• _PROBLEM TO SOLVE_:
Across these entries, how many lines contain the word "dead"? Answer with only the number.

(Saved entries)
<<<<
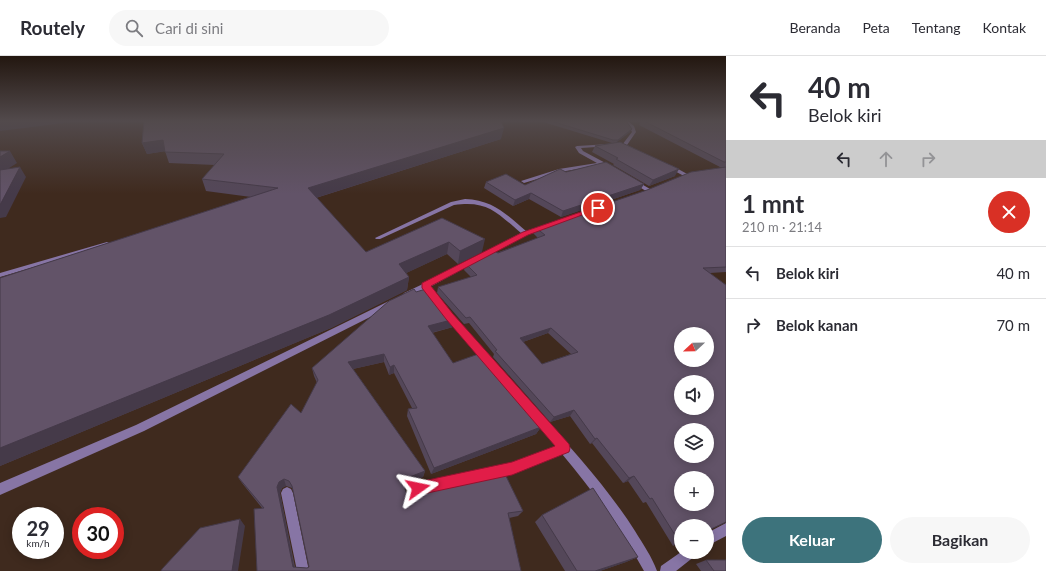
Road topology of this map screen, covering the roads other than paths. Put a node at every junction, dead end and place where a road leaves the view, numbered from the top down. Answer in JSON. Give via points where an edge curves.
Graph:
{"nodes":[{"id":1,"x":619,"y":145,"type":"joint"},
{"id":2,"x":634,"y":150,"type":"edge"},
{"id":3,"x":661,"y":162,"type":"edge"},
{"id":4,"x":603,"y":163,"type":"junction"},
{"id":5,"x":616,"y":171,"type":"edge"},
{"id":6,"x":628,"y":179,"type":"edge"},
{"id":7,"x":673,"y":180,"type":"edge"},
{"id":8,"x":524,"y":181,"type":"dead end"},
{"id":9,"x":634,"y":195,"type":"edge"},
{"id":10,"x":554,"y":223,"type":"edge"},
{"id":11,"x":525,"y":233,"type":"junction"},
{"id":12,"x":378,"y":238,"type":"dead end"},
{"id":13,"x":117,"y":241,"type":"edge"},
{"id":14,"x":0,"y":275,"type":"edge"},
{"id":15,"x":425,"y":286,"type":"junction"},
{"id":16,"x":496,"y":370,"type":"edge"},
{"id":17,"x":528,"y":406,"type":"edge"},
{"id":18,"x":564,"y":448,"type":"junction"},
{"id":19,"x":418,"y":488,"type":"dead end"},
{"id":20,"x":0,"y":489,"type":"edge"},
{"id":21,"x":287,"y":493,"type":"dead end"},
{"id":22,"x":726,"y":529,"type":"edge"},
{"id":23,"x":714,"y":536,"type":"edge"},
{"id":24,"x":682,"y":559,"type":"edge"},
{"id":25,"x":303,"y":571,"type":"edge"},
{"id":26,"x":651,"y":571,"type":"edge"},
{"id":27,"x":666,"y":571,"type":"edge"}],
"edges":[{"from":1,"to":2,"type":"street"},
{"from":1,"to":4,"type":"street","via":[[577,147],[581,152]]},
{"from":3,"to":7,"type":"street","via":[[690,174]]},
{"from":4,"to":5,"type":"street"},
{"from":4,"to":8,"type":"street"},
{"from":6,"to":9,"type":"street","via":[[651,189]]},
{"from":10,"to":11,"type":"street"},
{"from":11,"to":12,"type":"street","via":[[487,203],[464,200]]},
{"from":11,"to":15,"type":"street"},
{"from":13,"to":14,"type":"street"},
{"from":15,"to":16,"type":"street"},
{"from":15,"to":20,"type":"street","via":[[140,428]]},
{"from":17,"to":18,"type":"street"},
{"from":18,"to":19,"type":"street","via":[[512,468]]},
{"from":18,"to":26,"type":"street","via":[[636,542]]},
{"from":21,"to":25,"type":"street"},
{"from":22,"to":23,"type":"street"},
{"from":24,"to":27,"type":"street"}]}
>>>>
• _TASK OUTPUT_:
5